- Task to complete
Each line below should be restated word for word.

- Record extracts
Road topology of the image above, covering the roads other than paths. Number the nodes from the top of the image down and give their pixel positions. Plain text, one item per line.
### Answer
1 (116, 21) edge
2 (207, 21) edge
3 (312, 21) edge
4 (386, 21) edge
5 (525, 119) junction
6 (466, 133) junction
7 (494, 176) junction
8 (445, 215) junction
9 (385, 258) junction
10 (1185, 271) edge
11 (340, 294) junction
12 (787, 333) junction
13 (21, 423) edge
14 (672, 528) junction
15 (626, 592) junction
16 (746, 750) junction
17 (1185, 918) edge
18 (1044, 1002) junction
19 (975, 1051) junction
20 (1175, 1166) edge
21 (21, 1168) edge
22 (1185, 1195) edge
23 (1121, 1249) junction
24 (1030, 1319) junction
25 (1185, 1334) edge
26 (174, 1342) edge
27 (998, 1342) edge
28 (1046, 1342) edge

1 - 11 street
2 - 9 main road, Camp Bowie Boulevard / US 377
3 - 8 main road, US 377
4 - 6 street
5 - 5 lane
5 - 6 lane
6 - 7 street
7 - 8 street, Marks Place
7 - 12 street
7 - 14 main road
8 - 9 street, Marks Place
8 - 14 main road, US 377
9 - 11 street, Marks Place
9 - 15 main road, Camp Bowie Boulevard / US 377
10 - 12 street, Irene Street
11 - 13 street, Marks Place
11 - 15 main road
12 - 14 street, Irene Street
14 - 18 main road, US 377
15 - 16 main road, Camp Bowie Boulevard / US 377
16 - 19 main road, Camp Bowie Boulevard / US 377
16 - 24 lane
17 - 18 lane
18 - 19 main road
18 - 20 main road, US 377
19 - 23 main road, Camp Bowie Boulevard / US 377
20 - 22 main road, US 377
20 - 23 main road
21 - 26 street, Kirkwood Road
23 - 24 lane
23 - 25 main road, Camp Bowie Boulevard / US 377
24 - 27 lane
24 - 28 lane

- Answer to the exercise
Road topology of the image above, covering the roads other than paths. Number the nodes from the top of the image down and give their pixel positions. Plain text, one item per line.
### Answer
1 (116, 21) edge
2 (207, 21) edge
3 (312, 21) edge
4 (386, 21) edge
5 (525, 119) junction
6 (466, 133) junction
7 (494, 176) junction
8 (445, 215) junction
9 (385, 258) junction
10 (1185, 271) edge
11 (340, 294) junction
12 (787, 333) junction
13 (21, 423) edge
14 (672, 528) junction
15 (626, 592) junction
16 (746, 750) junction
17 (1185, 918) edge
18 (1044, 1002) junction
19 (975, 1051) junction
20 (1175, 1166) edge
21 (21, 1168) edge
22 (1185, 1195) edge
23 (1121, 1249) junction
24 (1030, 1319) junction
25 (1185, 1334) edge
26 (174, 1342) edge
27 (998, 1342) edge
28 (1046, 1342) edge

1 - 11 street
2 - 9 main road, Camp Bowie Boulevard / US 377
3 - 8 main road, US 377
4 - 6 street
5 - 5 lane
5 - 6 lane
6 - 7 street
7 - 8 street, Marks Place
7 - 12 street
7 - 14 main road
8 - 9 street, Marks Place
8 - 14 main road, US 377
9 - 11 street, Marks Place
9 - 15 main road, Camp Bowie Boulevard / US 377
10 - 12 street, Irene Street
11 - 13 street, Marks Place
11 - 15 main road
12 - 14 street, Irene Street
14 - 18 main road, US 377
15 - 16 main road, Camp Bowie Boulevard / US 377
16 - 19 main road, Camp Bowie Boulevard / US 377
16 - 24 lane
17 - 18 lane
18 - 19 main road
18 - 20 main road, US 377
19 - 23 main road, Camp Bowie Boulevard / US 377
20 - 22 main road, US 377
20 - 23 main road
21 - 26 street, Kirkwood Road
23 - 24 lane
23 - 25 main road, Camp Bowie Boulevard / US 377
24 - 27 lane
24 - 28 lane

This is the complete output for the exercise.